Barnes tried to argue that Helms, like Reagan, reoriented the political debate. "Positions he noisily took in Washington two decades ago, almost alone," wrote Barnes, "are now part of mainstream conservatism. Among them: the balanced-budget amendment, a flat tax, school prayer, curbs on food stamps, legislation banning abortion." Of course, what the items on that list have in common, with the possible and partial exception of limits on food stamps, is that none is a whit closer to enactment or broad acceptance than it was 20 years ago.

In 1997, Barnes asked: "Would the House have voted to kill the National Endowment for the Arts on July 10 if Helms hadn't first zinged the agency in 1989 for funding obscene art and roasted it regularly since then? Not a chance." Five years later, the NEA is not only alive but thriving, its budget up by 16 percent since 1997. If you are a conservative, pray that Jesse Helms does not take up your cause.

Helms is not without accomplishments: reforming the United Nations and State Department bureaucracies; blocking some nominations; leading opposition to the Comprehensive Test Ban Treaty, the International Criminal Court, and some other multilateral commitments.

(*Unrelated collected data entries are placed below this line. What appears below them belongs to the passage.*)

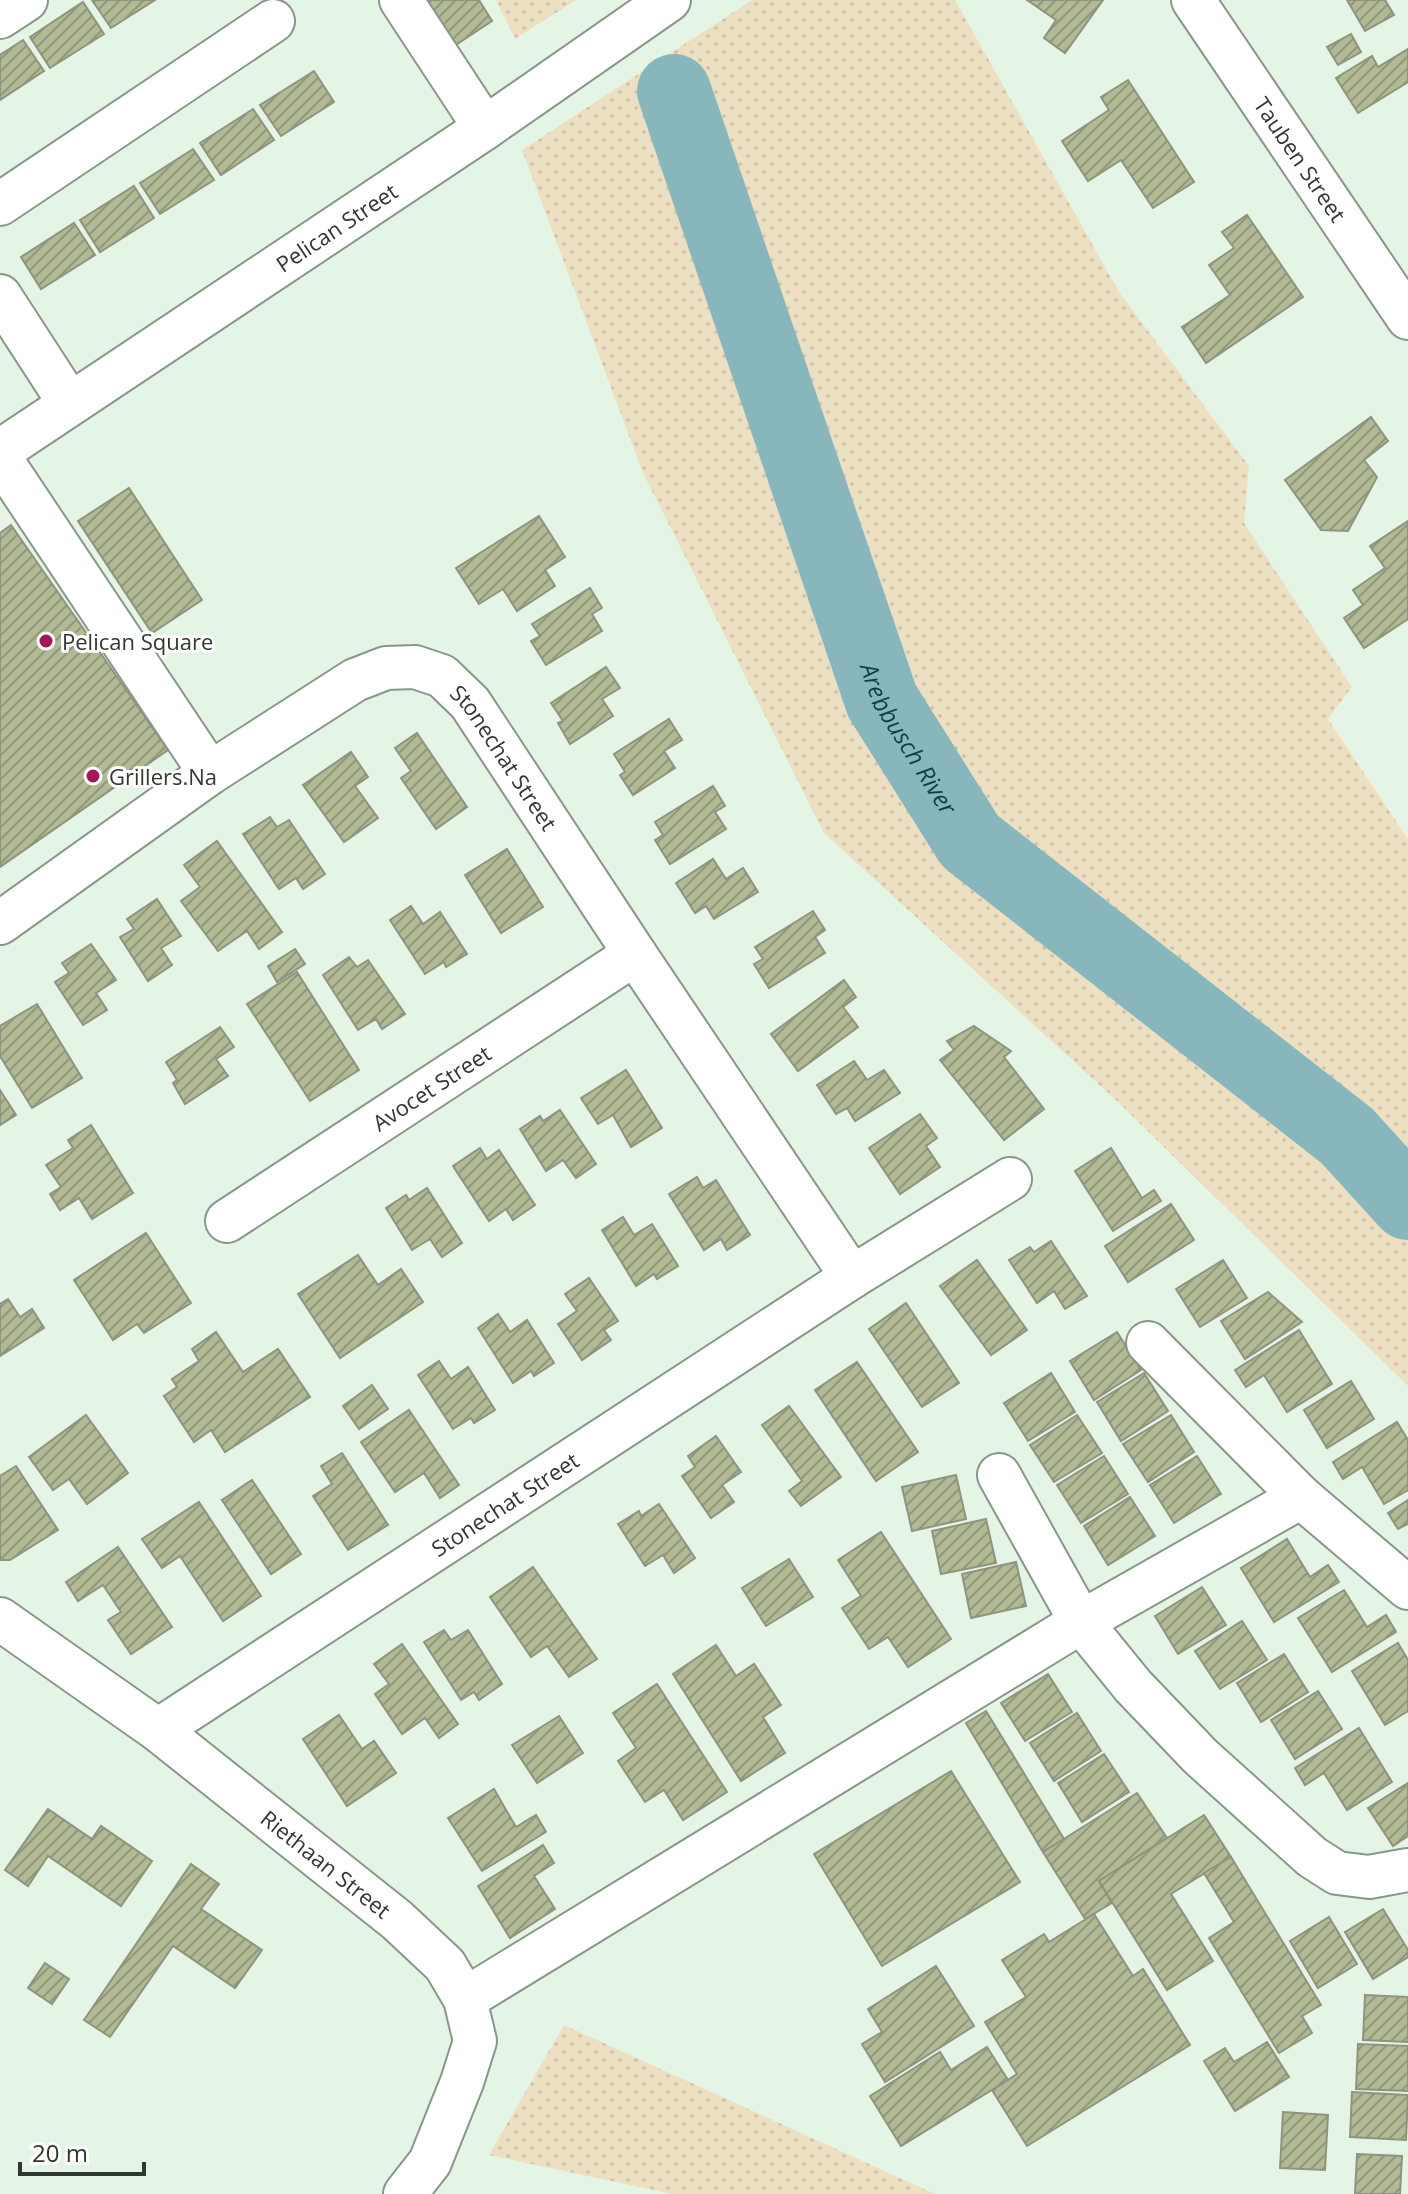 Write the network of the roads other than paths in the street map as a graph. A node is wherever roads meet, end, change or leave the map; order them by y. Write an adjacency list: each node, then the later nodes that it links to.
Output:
1 (26, 0): 5 (street)
2 (401, 0): 7 (street)
3 (669, 0): 7 (street, Pelican Street)
4 (1193, 0): 10 (street, Tauben Street)
5 (0, 17)
6 (273, 21): 8 (street)
7 (485, 128): 11 (street, Pelican Street)
8 (0, 204)
9 (0, 296): 11 (street)
10 (1403, 301)
11 (70, 404): 12 (street, Pelican Street)
12 (0, 451)
13 (0, 458): 14 (street)
14 (210, 773): 15 (street, Stonechat Street); 16 (street, Stonechat Street)
15 (0, 923)
16 (635, 954): 18 (street, Avocet Street); 19 (street, Stonechat Street)
17 (1010, 1179): 19 (street, Stonechat Street)
18 (227, 1221)
19 (852, 1277): 26 (street, Stonechat Street)
20 (1148, 1343): 22 (street)
21 (999, 1475): 25 (street)
22 (1301, 1497): 23 (street); 25 (street)
23 (1408, 1588)
24 (0, 1619): 26 (street, Riethaan Street)
25 (1081, 1622): 27 (street); 28 (street)
26 (158, 1730): 28 (street, Riethaan Street)
27 (1408, 1870)
28 (465, 1999): 29 (street, Riethaan Street)
29 (405, 2194)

This was not inconsequential stuff, and now and then (on the International Criminal Court, I would argue) Helms was right. But then you have his pre-Senate opposition to the 1964 Civil Rights Act ("The single most dangerous piece of legislation ever introduced in the Congress," Newsweek quotes him as having said), and his senatorial opposition to redress for the forced internment of Japanese-American citizens during World War II (he lost), and his opposition to a national Martin Luther King holiday (he lost), and to the clean air and clean water laws of 1987 and 1990 (ditto, ditto), and so forth, and so on.

The point is not that Helms was often wrong but how he was wrong. He is often referred to—admiringly, so far as many conservatives are concerned—as "Senator No." Better would be "Senator Zero," as in "zero-sum."

Reagan made conservatism credible by showing that it could solve problems. It could make headway against inflation, against economic entropy, against communism, even against "malaise." He believed that dynamic change, kindled by the prodigious energies of entrepreneurs and ordinary people, would produce win-win outcomes: a country that was stronger and also more genuinely compassionate, richer but also fairer.

Then there is Helms. In his world, if homosexuals win, heterosexuals lose. If blacks win, whites lose. In his 1990 Senate race, against a black opponent, he aired a famous—now infamous—television ad in which two white hands crumpled a letter while a voice-over intoned, "You needed that job, and you were the best qualified. But they had to give it to a minority because of a racial quota. Is that really fair?" Democrats accused him of race-baiting. In fact, affirmative action is a problematic policy that in some cases does discriminate against whites and that its supporters should be called upon to defend. The trouble with the ad, rather, was that it strengthened rather than weakened racial preferences by presenting a false, zero-sum choice: Blacks (or whites) win, so whites (or blacks) must lose. It implied that you could vote for the interests of blacks or the interests of whites, but you had to choose.

If conservatives hope to defeat racial preferences, they will need to argue that ending them will benefit everybody. But Helms is incapable of seeing the world that way. This is no mere matter of political "style," as Barnes put it. It is a matter of worldview, philosophy, temperament— in a word, everything. The difference between Reagan and Helms is the difference between a conservatism of hope and a conservatism of resentment.

There are, I have little doubt, literally millions of Americans who would be conservatives today if not for the snarling visage of Jesse Helms. His place in conservative annals is not alongside Reagan or Goldwater, or even Gingrich or Kemp, but next to Robert H.W. Welch Jr.

Robert who? Just so. Welch founded the John Birch Society—which was, like Jesse Helms, a wrong turn for conservatism, a blind alley, a mistake.